> [SUPPLIED INFORMATION]:
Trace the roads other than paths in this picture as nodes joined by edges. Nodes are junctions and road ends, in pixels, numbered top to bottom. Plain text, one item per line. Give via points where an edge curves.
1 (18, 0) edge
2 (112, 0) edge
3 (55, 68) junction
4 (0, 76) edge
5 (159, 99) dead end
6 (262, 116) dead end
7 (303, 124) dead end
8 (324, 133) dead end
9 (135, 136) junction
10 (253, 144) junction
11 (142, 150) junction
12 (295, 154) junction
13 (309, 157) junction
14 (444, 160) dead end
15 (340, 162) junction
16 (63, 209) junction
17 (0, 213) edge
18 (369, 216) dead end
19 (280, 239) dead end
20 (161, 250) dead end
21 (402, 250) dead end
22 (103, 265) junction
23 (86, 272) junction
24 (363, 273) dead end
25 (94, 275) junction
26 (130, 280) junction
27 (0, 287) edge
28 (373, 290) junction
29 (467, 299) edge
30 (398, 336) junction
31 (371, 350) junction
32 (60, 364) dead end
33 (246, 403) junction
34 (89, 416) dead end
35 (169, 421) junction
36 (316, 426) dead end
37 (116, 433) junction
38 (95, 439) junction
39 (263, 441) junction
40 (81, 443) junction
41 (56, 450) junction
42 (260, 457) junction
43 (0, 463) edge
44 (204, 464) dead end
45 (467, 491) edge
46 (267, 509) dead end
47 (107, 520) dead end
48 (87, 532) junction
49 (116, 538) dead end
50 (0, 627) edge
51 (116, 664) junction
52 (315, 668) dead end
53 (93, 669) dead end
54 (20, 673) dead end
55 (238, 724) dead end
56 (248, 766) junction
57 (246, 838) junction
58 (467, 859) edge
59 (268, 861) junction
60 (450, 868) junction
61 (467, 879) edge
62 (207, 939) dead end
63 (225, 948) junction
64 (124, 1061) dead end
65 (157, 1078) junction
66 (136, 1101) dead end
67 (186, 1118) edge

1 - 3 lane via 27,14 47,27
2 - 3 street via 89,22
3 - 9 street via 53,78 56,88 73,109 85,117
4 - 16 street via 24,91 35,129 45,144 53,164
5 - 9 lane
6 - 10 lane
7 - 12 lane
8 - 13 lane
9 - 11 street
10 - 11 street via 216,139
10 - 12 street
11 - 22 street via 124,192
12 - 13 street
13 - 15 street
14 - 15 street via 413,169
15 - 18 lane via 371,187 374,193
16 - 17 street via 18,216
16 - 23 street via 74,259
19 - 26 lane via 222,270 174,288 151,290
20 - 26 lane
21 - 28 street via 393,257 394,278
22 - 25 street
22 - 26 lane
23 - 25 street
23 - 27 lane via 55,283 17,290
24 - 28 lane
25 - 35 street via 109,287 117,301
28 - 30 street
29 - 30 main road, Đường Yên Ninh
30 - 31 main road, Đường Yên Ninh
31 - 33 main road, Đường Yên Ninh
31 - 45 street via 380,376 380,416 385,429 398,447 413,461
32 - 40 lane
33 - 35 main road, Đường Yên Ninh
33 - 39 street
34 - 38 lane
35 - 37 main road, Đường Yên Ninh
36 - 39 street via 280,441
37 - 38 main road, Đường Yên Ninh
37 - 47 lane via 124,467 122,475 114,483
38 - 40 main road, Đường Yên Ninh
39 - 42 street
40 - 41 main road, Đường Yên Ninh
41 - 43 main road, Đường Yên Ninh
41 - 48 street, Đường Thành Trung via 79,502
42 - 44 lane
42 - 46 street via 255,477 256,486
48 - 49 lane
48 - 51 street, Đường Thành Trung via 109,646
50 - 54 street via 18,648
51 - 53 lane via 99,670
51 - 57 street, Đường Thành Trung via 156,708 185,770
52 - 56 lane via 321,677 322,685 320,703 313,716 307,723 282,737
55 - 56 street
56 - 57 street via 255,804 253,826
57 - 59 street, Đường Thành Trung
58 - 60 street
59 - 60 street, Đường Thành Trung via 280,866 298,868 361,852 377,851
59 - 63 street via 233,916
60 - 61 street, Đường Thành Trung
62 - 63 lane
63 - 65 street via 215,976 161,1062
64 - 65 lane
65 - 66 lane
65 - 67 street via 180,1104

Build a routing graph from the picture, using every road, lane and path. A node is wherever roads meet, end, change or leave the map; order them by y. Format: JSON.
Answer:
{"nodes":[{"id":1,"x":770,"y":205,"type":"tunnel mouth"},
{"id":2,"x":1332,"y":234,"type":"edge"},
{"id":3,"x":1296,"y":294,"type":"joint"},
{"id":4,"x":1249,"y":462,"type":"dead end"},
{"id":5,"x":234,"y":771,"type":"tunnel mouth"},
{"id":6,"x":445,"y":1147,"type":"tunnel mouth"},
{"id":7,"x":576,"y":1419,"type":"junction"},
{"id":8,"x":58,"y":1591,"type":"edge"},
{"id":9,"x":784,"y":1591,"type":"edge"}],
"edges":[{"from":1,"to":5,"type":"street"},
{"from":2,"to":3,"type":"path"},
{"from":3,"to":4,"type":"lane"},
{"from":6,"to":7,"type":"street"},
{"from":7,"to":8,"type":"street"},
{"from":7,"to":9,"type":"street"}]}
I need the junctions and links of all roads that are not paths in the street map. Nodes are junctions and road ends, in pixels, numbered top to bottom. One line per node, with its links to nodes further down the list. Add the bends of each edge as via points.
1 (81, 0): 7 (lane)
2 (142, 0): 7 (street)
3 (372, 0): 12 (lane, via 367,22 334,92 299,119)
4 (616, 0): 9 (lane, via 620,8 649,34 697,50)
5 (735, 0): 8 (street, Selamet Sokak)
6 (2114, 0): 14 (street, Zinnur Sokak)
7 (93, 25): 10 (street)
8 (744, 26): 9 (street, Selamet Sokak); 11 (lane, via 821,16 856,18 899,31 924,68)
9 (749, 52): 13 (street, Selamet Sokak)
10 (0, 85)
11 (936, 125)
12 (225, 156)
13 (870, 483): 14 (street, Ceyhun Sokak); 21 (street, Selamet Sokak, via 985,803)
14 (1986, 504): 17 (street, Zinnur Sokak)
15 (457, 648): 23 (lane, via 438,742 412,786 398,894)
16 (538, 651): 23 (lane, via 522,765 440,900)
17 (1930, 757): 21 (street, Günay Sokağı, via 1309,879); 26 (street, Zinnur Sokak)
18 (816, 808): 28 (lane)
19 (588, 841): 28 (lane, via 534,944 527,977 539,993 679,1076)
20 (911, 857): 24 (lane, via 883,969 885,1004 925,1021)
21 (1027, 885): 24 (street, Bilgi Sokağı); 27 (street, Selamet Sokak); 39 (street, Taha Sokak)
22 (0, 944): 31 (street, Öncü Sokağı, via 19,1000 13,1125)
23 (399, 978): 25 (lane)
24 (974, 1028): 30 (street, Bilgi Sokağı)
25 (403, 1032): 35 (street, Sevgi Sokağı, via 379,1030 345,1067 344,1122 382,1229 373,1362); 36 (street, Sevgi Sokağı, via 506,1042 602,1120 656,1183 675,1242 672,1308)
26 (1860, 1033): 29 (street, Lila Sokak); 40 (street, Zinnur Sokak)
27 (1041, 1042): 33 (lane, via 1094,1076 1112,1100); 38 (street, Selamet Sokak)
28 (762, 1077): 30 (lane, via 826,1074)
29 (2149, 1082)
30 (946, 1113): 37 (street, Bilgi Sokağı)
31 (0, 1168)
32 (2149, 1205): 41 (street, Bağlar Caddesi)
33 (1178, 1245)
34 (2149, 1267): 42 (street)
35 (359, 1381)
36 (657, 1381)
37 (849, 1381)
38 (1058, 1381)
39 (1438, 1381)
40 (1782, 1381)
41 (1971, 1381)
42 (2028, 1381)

> [PROBLEM DETAILS]: Could you copy out every record above exactly as it appears?

> [ANSWER TO THIS PROBLEM]:
Trace the roads other than paths in this picture as nodes joined by edges. Nodes are junctions and road ends, in pixels, numbered top to bottom. Plain text, one item per line. Give via points where an edge curves.
1 (18, 0) edge
2 (112, 0) edge
3 (55, 68) junction
4 (0, 76) edge
5 (159, 99) dead end
6 (262, 116) dead end
7 (303, 124) dead end
8 (324, 133) dead end
9 (135, 136) junction
10 (253, 144) junction
11 (142, 150) junction
12 (295, 154) junction
13 (309, 157) junction
14 (444, 160) dead end
15 (340, 162) junction
16 (63, 209) junction
17 (0, 213) edge
18 (369, 216) dead end
19 (280, 239) dead end
20 (161, 250) dead end
21 (402, 250) dead end
22 (103, 265) junction
23 (86, 272) junction
24 (363, 273) dead end
25 (94, 275) junction
26 (130, 280) junction
27 (0, 287) edge
28 (373, 290) junction
29 (467, 299) edge
30 (398, 336) junction
31 (371, 350) junction
32 (60, 364) dead end
33 (246, 403) junction
34 (89, 416) dead end
35 (169, 421) junction
36 (316, 426) dead end
37 (116, 433) junction
38 (95, 439) junction
39 (263, 441) junction
40 (81, 443) junction
41 (56, 450) junction
42 (260, 457) junction
43 (0, 463) edge
44 (204, 464) dead end
45 (467, 491) edge
46 (267, 509) dead end
47 (107, 520) dead end
48 (87, 532) junction
49 (116, 538) dead end
50 (0, 627) edge
51 (116, 664) junction
52 (315, 668) dead end
53 (93, 669) dead end
54 (20, 673) dead end
55 (238, 724) dead end
56 (248, 766) junction
57 (246, 838) junction
58 (467, 859) edge
59 (268, 861) junction
60 (450, 868) junction
61 (467, 879) edge
62 (207, 939) dead end
63 (225, 948) junction
64 (124, 1061) dead end
65 (157, 1078) junction
66 (136, 1101) dead end
67 (186, 1118) edge

1 - 3 lane via 27,14 47,27
2 - 3 street via 89,22
3 - 9 street via 53,78 56,88 73,109 85,117
4 - 16 street via 24,91 35,129 45,144 53,164
5 - 9 lane
6 - 10 lane
7 - 12 lane
8 - 13 lane
9 - 11 street
10 - 11 street via 216,139
10 - 12 street
11 - 22 street via 124,192
12 - 13 street
13 - 15 street
14 - 15 street via 413,169
15 - 18 lane via 371,187 374,193
16 - 17 street via 18,216
16 - 23 street via 74,259
19 - 26 lane via 222,270 174,288 151,290
20 - 26 lane
21 - 28 street via 393,257 394,278
22 - 25 street
22 - 26 lane
23 - 25 street
23 - 27 lane via 55,283 17,290
24 - 28 lane
25 - 35 street via 109,287 117,301
28 - 30 street
29 - 30 main road, Đường Yên Ninh
30 - 31 main road, Đường Yên Ninh
31 - 33 main road, Đường Yên Ninh
31 - 45 street via 380,376 380,416 385,429 398,447 413,461
32 - 40 lane
33 - 35 main road, Đường Yên Ninh
33 - 39 street
34 - 38 lane
35 - 37 main road, Đường Yên Ninh
36 - 39 street via 280,441
37 - 38 main road, Đường Yên Ninh
37 - 47 lane via 124,467 122,475 114,483
38 - 40 main road, Đường Yên Ninh
39 - 42 street
40 - 41 main road, Đường Yên Ninh
41 - 43 main road, Đường Yên Ninh
41 - 48 street, Đường Thành Trung via 79,502
42 - 44 lane
42 - 46 street via 255,477 256,486
48 - 49 lane
48 - 51 street, Đường Thành Trung via 109,646
50 - 54 street via 18,648
51 - 53 lane via 99,670
51 - 57 street, Đường Thành Trung via 156,708 185,770
52 - 56 lane via 321,677 322,685 320,703 313,716 307,723 282,737
55 - 56 street
56 - 57 street via 255,804 253,826
57 - 59 street, Đường Thành Trung
58 - 60 street
59 - 60 street, Đường Thành Trung via 280,866 298,868 361,852 377,851
59 - 63 street via 233,916
60 - 61 street, Đường Thành Trung
62 - 63 lane
63 - 65 street via 215,976 161,1062
64 - 65 lane
65 - 66 lane
65 - 67 street via 180,1104

Build a routing graph from the picture, using every road, lane and path. A node is wherever roads meet, end, change or leave the map; order them by y. Format: JSON.
Answer:
{"nodes":[{"id":1,"x":770,"y":205,"type":"tunnel mouth"},
{"id":2,"x":1332,"y":234,"type":"edge"},
{"id":3,"x":1296,"y":294,"type":"joint"},
{"id":4,"x":1249,"y":462,"type":"dead end"},
{"id":5,"x":234,"y":771,"type":"tunnel mouth"},
{"id":6,"x":445,"y":1147,"type":"tunnel mouth"},
{"id":7,"x":576,"y":1419,"type":"junction"},
{"id":8,"x":58,"y":1591,"type":"edge"},
{"id":9,"x":784,"y":1591,"type":"edge"}],
"edges":[{"from":1,"to":5,"type":"street"},
{"from":2,"to":3,"type":"path"},
{"from":3,"to":4,"type":"lane"},
{"from":6,"to":7,"type":"street"},
{"from":7,"to":8,"type":"street"},
{"from":7,"to":9,"type":"street"}]}
I need the junctions and links of all roads that are not paths in the street map. Nodes are junctions and road ends, in pixels, numbered top to bottom. One line per node, with its links to nodes further down the list. Add the bends of each edge as via points.
1 (81, 0): 7 (lane)
2 (142, 0): 7 (street)
3 (372, 0): 12 (lane, via 367,22 334,92 299,119)
4 (616, 0): 9 (lane, via 620,8 649,34 697,50)
5 (735, 0): 8 (street, Selamet Sokak)
6 (2114, 0): 14 (street, Zinnur Sokak)
7 (93, 25): 10 (street)
8 (744, 26): 9 (street, Selamet Sokak); 11 (lane, via 821,16 856,18 899,31 924,68)
9 (749, 52): 13 (street, Selamet Sokak)
10 (0, 85)
11 (936, 125)
12 (225, 156)
13 (870, 483): 14 (street, Ceyhun Sokak); 21 (street, Selamet Sokak, via 985,803)
14 (1986, 504): 17 (street, Zinnur Sokak)
15 (457, 648): 23 (lane, via 438,742 412,786 398,894)
16 (538, 651): 23 (lane, via 522,765 440,900)
17 (1930, 757): 21 (street, Günay Sokağı, via 1309,879); 26 (street, Zinnur Sokak)
18 (816, 808): 28 (lane)
19 (588, 841): 28 (lane, via 534,944 527,977 539,993 679,1076)
20 (911, 857): 24 (lane, via 883,969 885,1004 925,1021)
21 (1027, 885): 24 (street, Bilgi Sokağı); 27 (street, Selamet Sokak); 39 (street, Taha Sokak)
22 (0, 944): 31 (street, Öncü Sokağı, via 19,1000 13,1125)
23 (399, 978): 25 (lane)
24 (974, 1028): 30 (street, Bilgi Sokağı)
25 (403, 1032): 35 (street, Sevgi Sokağı, via 379,1030 345,1067 344,1122 382,1229 373,1362); 36 (street, Sevgi Sokağı, via 506,1042 602,1120 656,1183 675,1242 672,1308)
26 (1860, 1033): 29 (street, Lila Sokak); 40 (street, Zinnur Sokak)
27 (1041, 1042): 33 (lane, via 1094,1076 1112,1100); 38 (street, Selamet Sokak)
28 (762, 1077): 30 (lane, via 826,1074)
29 (2149, 1082)
30 (946, 1113): 37 (street, Bilgi Sokağı)
31 (0, 1168)
32 (2149, 1205): 41 (street, Bağlar Caddesi)
33 (1178, 1245)
34 (2149, 1267): 42 (street)
35 (359, 1381)
36 (657, 1381)
37 (849, 1381)
38 (1058, 1381)
39 (1438, 1381)
40 (1782, 1381)
41 (1971, 1381)
42 (2028, 1381)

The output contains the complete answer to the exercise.